* Task: All lines holding the word "nodes" should be located in the records and copied.
§ §
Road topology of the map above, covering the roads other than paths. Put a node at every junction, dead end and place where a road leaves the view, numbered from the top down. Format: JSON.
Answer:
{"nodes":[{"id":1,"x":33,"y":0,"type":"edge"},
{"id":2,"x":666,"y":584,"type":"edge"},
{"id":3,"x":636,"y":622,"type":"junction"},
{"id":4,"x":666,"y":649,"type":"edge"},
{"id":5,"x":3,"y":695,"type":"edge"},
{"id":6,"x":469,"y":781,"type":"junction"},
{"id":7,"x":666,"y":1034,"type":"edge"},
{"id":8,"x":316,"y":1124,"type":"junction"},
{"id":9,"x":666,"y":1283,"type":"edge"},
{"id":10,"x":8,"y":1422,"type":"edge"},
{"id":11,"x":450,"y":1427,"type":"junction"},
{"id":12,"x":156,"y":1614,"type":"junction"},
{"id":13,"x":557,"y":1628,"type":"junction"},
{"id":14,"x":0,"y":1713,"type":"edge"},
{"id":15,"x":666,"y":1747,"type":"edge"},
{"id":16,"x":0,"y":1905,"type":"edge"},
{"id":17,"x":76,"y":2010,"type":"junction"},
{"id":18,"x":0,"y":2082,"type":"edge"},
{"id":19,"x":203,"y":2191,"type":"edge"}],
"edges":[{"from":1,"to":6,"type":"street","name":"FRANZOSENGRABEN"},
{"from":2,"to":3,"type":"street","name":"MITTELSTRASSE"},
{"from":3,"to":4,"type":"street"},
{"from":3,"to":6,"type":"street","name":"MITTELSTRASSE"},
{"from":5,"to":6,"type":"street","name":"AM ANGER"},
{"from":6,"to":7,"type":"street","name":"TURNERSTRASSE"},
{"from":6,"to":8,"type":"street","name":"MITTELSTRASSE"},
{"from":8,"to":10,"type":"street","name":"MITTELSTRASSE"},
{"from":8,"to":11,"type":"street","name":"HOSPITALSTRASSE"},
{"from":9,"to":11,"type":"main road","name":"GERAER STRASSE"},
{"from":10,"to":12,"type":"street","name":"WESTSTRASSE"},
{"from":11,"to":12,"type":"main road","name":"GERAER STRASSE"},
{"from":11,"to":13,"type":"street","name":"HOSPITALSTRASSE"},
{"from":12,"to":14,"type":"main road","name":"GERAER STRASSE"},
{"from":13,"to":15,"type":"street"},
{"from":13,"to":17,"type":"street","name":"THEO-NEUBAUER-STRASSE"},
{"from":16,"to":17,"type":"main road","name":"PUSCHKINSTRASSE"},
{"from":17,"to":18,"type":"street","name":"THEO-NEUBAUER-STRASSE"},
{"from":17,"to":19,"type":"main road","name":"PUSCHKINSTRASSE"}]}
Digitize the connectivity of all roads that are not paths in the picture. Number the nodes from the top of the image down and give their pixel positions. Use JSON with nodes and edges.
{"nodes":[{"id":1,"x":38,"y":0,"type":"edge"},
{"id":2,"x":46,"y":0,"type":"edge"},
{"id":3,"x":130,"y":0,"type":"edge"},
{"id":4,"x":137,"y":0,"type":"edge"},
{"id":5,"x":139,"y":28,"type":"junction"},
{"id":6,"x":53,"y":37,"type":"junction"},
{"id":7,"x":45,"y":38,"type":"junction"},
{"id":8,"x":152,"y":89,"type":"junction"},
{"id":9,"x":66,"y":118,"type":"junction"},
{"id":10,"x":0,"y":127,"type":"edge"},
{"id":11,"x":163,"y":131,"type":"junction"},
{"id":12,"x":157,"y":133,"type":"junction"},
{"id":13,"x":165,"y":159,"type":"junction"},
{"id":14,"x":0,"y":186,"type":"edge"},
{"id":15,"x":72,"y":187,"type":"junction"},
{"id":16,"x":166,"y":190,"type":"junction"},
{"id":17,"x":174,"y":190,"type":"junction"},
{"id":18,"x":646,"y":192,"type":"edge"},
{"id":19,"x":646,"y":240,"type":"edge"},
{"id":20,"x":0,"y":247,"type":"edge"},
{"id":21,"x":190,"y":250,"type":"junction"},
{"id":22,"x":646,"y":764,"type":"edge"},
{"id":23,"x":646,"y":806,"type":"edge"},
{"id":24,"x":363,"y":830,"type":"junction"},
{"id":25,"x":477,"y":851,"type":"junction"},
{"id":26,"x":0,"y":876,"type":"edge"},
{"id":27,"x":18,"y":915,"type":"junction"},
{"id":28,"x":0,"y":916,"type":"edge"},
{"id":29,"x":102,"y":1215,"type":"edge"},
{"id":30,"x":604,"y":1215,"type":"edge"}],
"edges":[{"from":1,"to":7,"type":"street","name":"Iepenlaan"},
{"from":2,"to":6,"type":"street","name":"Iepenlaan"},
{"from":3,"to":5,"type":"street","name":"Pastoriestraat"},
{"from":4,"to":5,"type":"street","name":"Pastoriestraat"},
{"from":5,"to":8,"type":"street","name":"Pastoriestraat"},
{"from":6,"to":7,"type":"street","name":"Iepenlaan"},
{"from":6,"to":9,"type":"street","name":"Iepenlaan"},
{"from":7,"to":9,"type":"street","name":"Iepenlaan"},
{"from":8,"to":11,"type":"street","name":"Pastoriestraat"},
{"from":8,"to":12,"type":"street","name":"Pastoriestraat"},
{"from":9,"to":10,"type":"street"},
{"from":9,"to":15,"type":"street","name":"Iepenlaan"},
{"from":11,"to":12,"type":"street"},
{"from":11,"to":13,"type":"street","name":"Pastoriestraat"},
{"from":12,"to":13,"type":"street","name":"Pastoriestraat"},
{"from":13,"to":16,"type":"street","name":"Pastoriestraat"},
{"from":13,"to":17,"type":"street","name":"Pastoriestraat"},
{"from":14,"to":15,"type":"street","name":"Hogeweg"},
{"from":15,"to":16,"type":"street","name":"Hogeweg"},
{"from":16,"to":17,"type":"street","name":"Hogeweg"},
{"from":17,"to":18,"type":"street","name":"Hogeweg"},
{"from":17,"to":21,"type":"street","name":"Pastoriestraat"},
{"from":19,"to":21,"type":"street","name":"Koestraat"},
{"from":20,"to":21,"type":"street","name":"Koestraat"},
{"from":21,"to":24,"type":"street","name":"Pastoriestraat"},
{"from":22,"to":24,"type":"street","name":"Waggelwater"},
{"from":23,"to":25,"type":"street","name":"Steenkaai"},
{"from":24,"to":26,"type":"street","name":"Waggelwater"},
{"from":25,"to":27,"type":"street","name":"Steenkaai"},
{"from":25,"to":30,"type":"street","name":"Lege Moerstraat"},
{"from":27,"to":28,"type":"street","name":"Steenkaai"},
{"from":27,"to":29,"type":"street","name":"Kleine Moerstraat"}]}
§ §
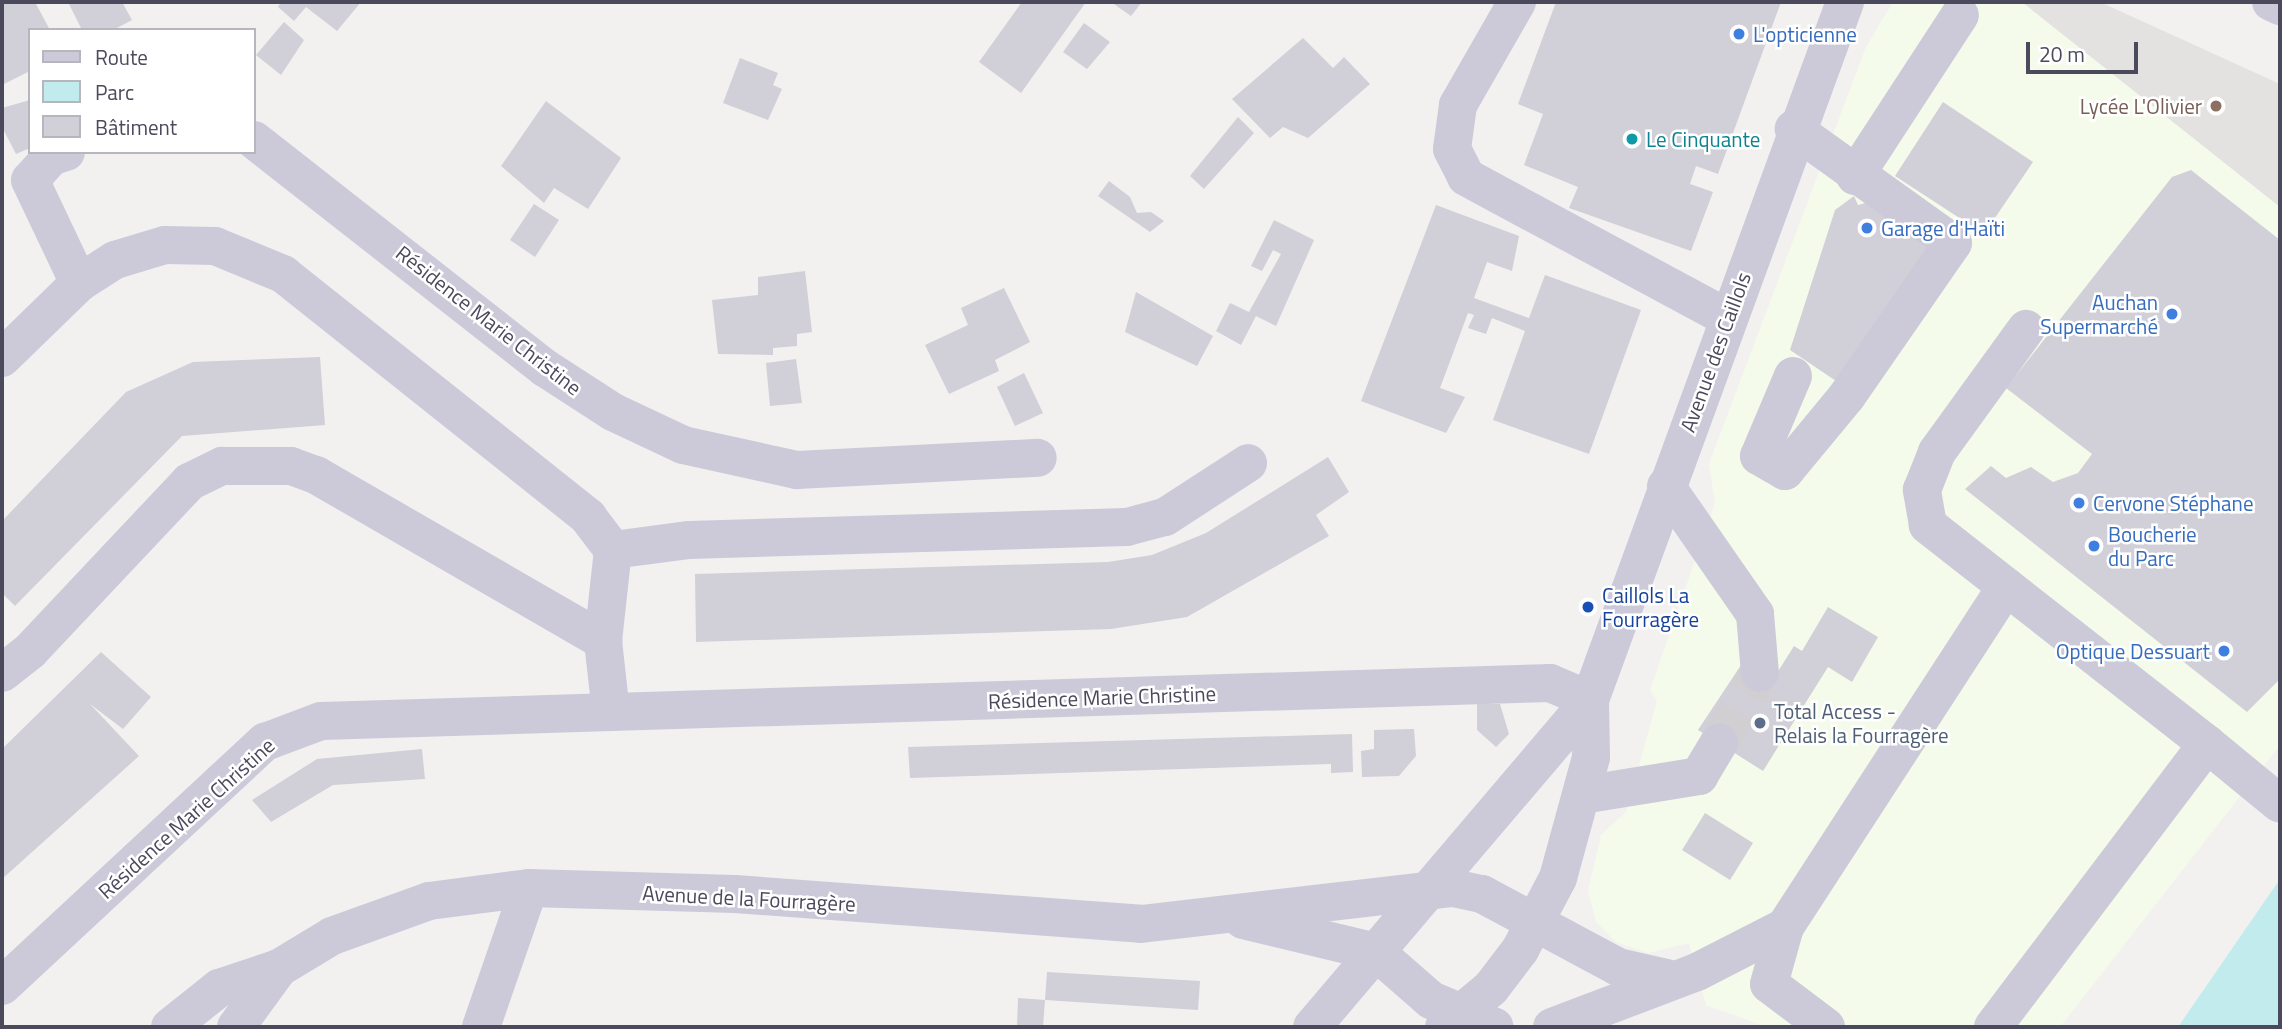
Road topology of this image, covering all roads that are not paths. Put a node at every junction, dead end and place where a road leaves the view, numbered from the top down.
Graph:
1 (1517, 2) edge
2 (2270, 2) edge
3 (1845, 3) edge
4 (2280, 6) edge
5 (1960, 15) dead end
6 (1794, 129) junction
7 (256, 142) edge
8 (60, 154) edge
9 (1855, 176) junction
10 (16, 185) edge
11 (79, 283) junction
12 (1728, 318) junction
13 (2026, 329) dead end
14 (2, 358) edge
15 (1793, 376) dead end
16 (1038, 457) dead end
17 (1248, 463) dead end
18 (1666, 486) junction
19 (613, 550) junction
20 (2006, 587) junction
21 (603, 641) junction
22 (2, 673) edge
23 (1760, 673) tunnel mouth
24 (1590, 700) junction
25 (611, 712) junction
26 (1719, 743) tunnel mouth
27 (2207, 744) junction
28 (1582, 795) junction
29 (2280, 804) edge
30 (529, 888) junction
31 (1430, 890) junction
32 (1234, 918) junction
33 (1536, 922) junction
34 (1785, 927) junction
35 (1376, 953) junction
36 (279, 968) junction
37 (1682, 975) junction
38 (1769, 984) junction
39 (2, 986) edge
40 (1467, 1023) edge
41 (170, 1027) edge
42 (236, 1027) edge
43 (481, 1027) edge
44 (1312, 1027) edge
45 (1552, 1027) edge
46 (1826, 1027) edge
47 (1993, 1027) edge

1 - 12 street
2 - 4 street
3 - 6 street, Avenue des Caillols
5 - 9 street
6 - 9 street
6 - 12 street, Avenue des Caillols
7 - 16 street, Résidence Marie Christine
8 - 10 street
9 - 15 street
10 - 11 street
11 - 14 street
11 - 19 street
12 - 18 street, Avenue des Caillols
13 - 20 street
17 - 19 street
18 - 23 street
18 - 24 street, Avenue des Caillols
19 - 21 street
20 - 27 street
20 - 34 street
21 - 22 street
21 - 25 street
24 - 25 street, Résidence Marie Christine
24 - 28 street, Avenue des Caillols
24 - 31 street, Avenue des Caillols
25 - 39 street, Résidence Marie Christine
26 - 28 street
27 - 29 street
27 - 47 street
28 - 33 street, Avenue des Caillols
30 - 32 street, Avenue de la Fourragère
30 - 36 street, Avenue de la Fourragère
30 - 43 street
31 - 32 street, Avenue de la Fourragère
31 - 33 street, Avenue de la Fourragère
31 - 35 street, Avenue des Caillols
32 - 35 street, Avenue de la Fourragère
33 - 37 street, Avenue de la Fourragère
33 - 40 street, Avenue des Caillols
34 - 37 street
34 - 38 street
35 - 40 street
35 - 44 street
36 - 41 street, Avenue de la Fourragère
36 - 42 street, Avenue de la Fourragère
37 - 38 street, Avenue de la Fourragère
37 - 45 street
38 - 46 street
§ §
* Answer space:
{"nodes":[{"id":1,"x":33,"y":0,"type":"edge"},
Digitize the connectivity of all roads that are not paths in the picture. Number the nodes from the top of the image down and give their pixel positions. Use JSON with nodes and edges.
{"nodes":[{"id":1,"x":38,"y":0,"type":"edge"},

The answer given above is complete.